== ENTRIES SUPPLIED ==

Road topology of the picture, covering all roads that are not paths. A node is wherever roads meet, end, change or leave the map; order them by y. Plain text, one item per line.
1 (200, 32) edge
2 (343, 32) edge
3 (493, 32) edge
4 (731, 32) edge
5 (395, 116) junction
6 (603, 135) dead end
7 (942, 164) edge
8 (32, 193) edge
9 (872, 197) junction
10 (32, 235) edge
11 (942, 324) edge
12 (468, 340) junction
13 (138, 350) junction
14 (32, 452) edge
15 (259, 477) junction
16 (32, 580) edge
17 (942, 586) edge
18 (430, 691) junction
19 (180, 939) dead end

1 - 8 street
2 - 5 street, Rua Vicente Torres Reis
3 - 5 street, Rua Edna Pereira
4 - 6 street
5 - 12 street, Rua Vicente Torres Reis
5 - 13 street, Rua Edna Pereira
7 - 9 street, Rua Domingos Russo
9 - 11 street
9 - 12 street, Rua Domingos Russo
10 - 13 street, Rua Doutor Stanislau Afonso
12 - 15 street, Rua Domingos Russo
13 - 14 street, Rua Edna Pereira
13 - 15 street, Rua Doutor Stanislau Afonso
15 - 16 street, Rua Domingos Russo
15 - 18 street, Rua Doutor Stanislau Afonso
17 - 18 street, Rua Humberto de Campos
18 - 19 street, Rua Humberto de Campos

===

● **EXERCISE**: However many lines the data holds, return each one exactly.

● **ANSWER SPACE**:
Road topology of the picture, covering all roads that are not paths. A node is wherever roads meet, end, change or leave the map; order them by y. Plain text, one item per line.
1 (200, 32) edge
2 (343, 32) edge
3 (493, 32) edge
4 (731, 32) edge
5 (395, 116) junction
6 (603, 135) dead end
7 (942, 164) edge
8 (32, 193) edge
9 (872, 197) junction
10 (32, 235) edge
11 (942, 324) edge
12 (468, 340) junction
13 (138, 350) junction
14 (32, 452) edge
15 (259, 477) junction
16 (32, 580) edge
17 (942, 586) edge
18 (430, 691) junction
19 (180, 939) dead end

1 - 8 street
2 - 5 street, Rua Vicente Torres Reis
3 - 5 street, Rua Edna Pereira
4 - 6 street
5 - 12 street, Rua Vicente Torres Reis
5 - 13 street, Rua Edna Pereira
7 - 9 street, Rua Domingos Russo
9 - 11 street
9 - 12 street, Rua Domingos Russo
10 - 13 street, Rua Doutor Stanislau Afonso
12 - 15 street, Rua Domingos Russo
13 - 14 street, Rua Edna Pereira
13 - 15 street, Rua Doutor Stanislau Afonso
15 - 16 street, Rua Domingos Russo
15 - 18 street, Rua Doutor Stanislau Afonso
17 - 18 street, Rua Humberto de Campos
18 - 19 street, Rua Humberto de Campos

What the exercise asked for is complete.